Problem statement:
In the data that follows, every line containing the word "Buckswood" should be returned.
*** Source data ***
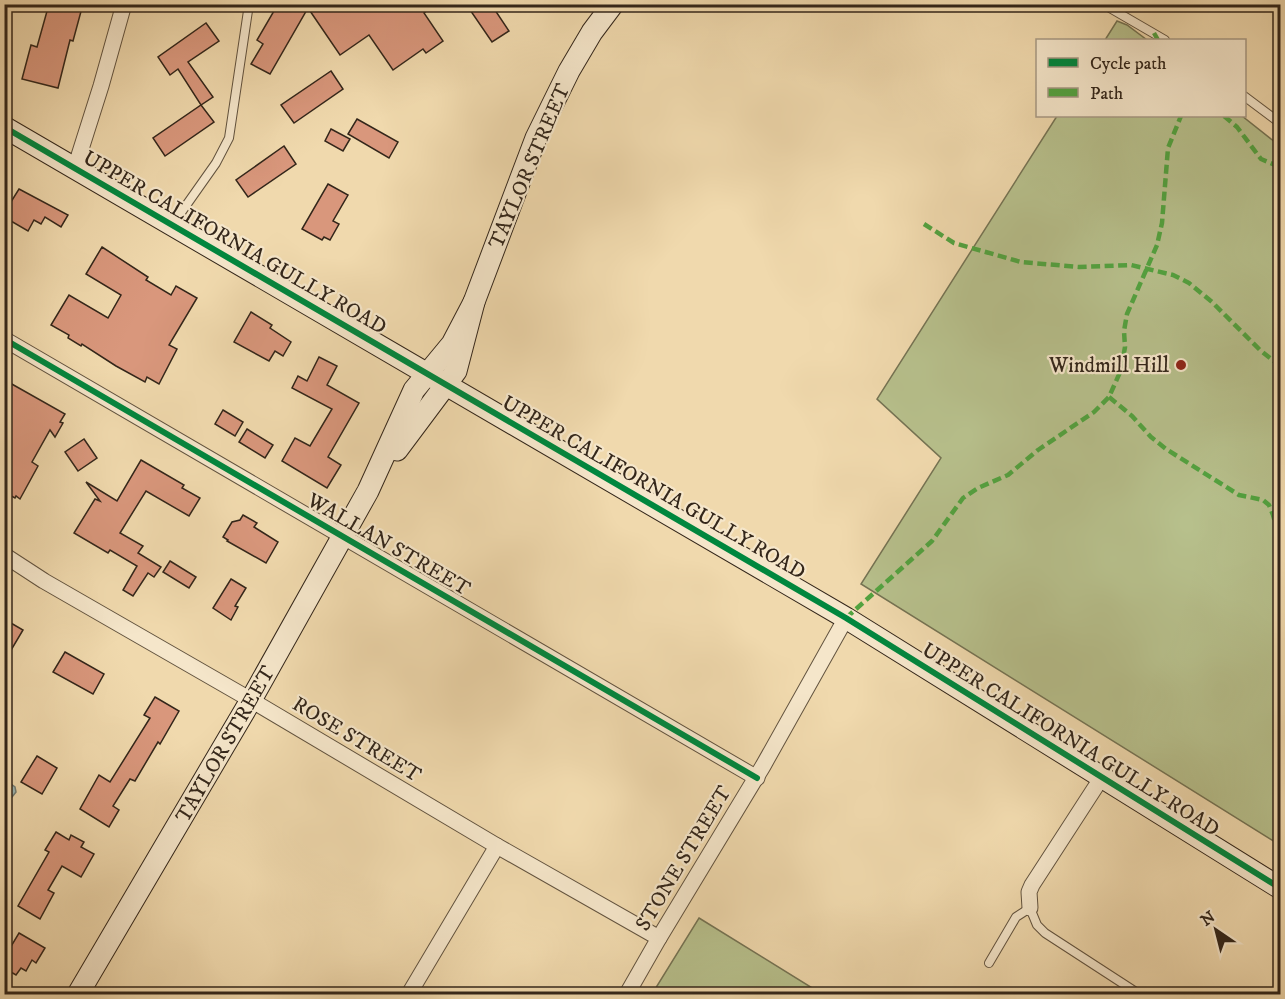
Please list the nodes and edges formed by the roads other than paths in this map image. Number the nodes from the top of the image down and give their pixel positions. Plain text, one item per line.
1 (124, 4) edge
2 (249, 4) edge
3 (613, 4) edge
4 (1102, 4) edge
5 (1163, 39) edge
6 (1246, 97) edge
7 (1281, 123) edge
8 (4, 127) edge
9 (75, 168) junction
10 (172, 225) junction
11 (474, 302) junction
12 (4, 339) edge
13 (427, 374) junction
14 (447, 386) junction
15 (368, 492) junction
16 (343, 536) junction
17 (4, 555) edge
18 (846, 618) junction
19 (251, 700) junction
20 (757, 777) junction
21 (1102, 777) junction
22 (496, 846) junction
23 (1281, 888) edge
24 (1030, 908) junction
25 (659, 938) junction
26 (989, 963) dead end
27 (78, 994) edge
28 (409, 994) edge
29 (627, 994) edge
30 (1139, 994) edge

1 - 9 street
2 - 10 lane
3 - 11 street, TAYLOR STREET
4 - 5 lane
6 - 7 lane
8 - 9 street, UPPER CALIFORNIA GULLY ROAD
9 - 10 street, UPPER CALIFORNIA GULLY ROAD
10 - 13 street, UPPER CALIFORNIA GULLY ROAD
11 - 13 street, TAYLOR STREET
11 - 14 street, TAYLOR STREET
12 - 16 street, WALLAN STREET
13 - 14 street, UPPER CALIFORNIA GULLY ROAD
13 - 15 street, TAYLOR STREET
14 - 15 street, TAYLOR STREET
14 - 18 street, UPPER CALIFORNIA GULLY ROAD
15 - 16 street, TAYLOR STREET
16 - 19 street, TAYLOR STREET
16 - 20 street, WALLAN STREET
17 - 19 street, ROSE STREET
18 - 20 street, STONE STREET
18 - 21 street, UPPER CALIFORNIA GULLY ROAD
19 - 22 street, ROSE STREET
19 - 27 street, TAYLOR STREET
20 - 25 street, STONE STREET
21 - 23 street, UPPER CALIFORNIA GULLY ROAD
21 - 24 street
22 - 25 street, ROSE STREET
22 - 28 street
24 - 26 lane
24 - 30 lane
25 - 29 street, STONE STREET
***
*** Source data ***
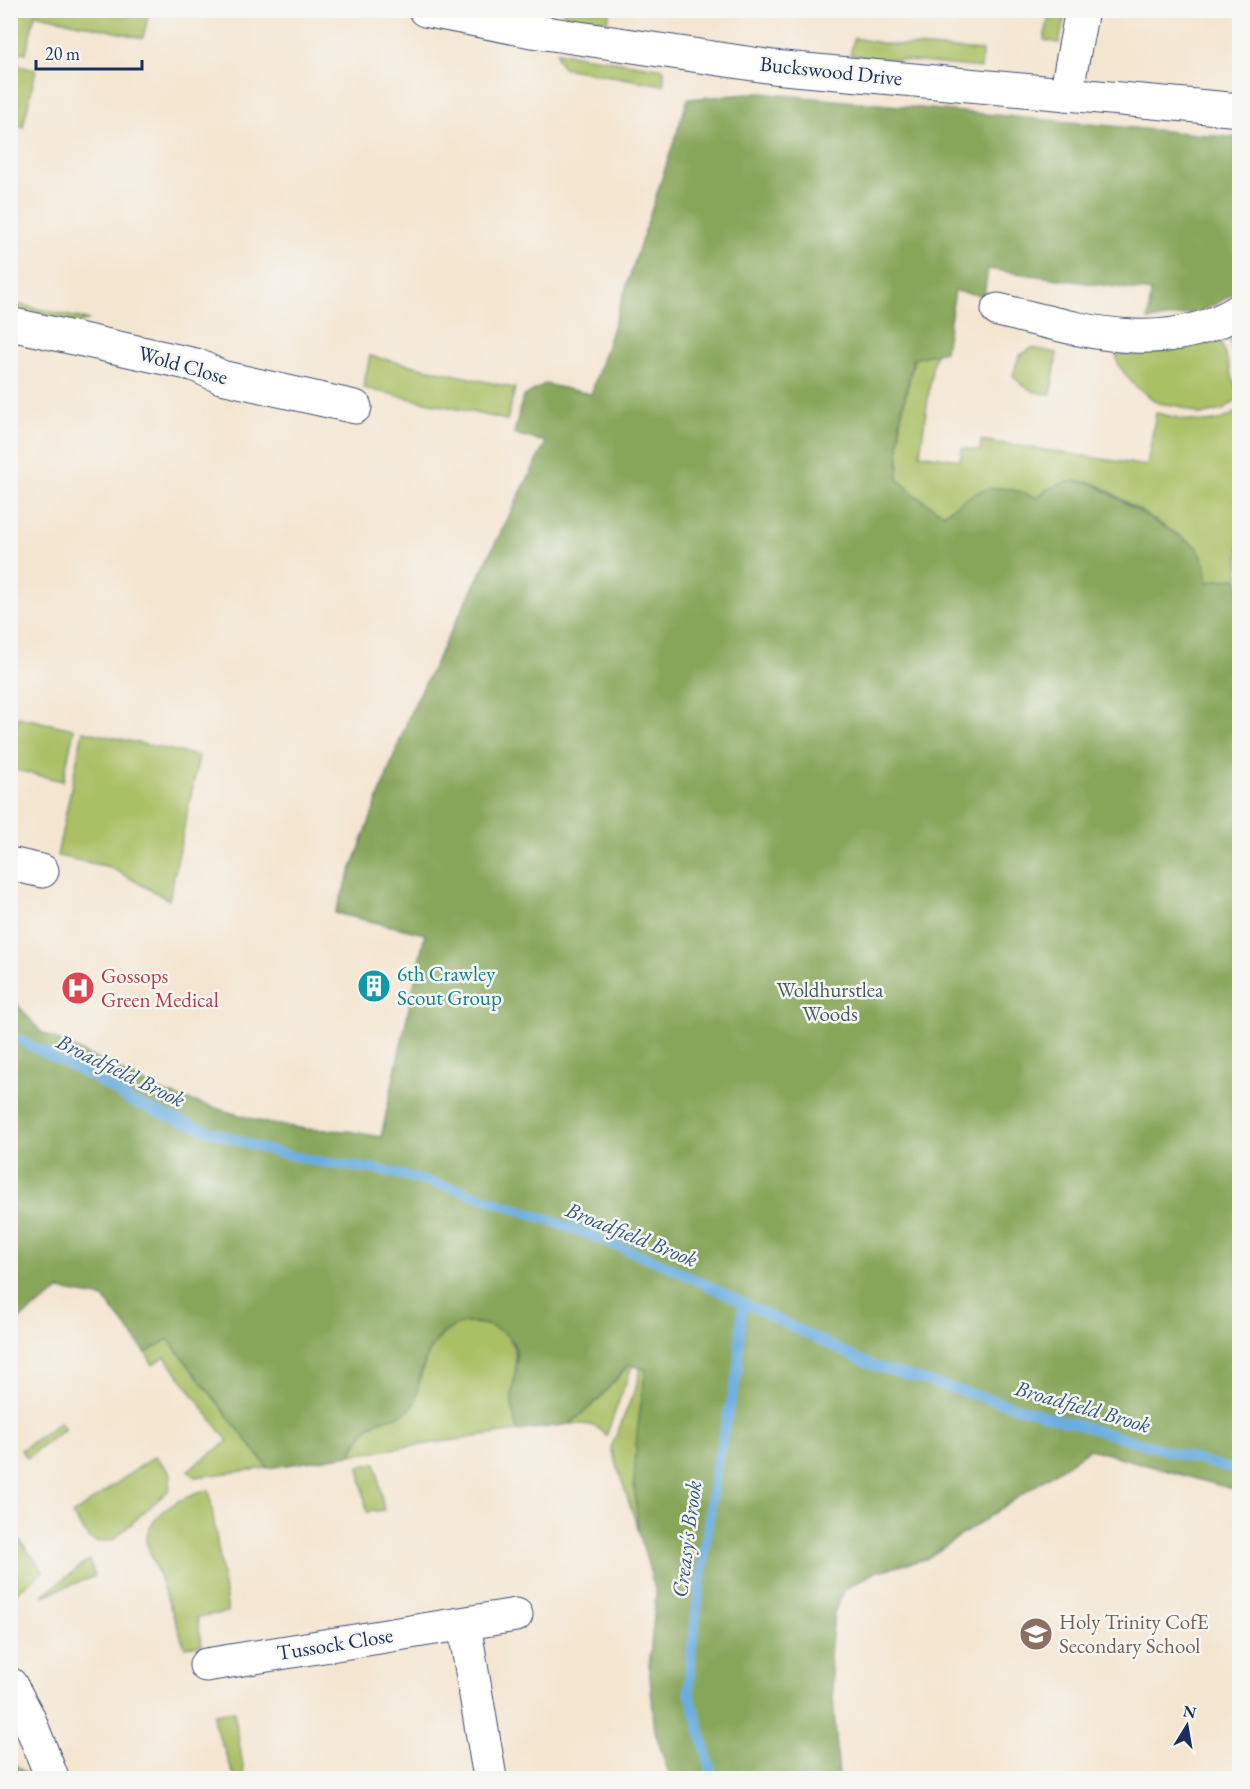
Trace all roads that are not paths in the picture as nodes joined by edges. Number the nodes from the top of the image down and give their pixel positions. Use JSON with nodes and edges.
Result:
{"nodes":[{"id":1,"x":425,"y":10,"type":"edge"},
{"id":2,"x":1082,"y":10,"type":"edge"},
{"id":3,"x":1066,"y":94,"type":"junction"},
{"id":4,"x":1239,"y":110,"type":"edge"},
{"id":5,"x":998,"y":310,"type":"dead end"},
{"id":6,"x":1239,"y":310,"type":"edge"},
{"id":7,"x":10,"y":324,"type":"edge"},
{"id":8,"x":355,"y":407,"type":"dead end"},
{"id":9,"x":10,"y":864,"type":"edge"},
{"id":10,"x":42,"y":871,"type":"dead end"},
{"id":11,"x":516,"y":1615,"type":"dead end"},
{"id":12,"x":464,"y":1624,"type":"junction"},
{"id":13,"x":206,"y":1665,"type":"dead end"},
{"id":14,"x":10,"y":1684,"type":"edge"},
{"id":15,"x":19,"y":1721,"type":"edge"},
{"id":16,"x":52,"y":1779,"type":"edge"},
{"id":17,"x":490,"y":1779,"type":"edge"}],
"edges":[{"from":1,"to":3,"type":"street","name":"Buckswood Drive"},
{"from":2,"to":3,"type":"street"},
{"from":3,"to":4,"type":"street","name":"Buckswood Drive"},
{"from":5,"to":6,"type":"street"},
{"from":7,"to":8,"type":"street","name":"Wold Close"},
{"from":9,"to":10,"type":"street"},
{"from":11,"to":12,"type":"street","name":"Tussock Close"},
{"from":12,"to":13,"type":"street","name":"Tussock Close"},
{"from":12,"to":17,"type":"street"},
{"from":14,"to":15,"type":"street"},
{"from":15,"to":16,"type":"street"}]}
***
Response:
"edges":[{"from":1,"to":3,"type":"street","name":"Buckswood Drive"},
{"from":3,"to":4,"type":"street","name":"Buckswood Drive"},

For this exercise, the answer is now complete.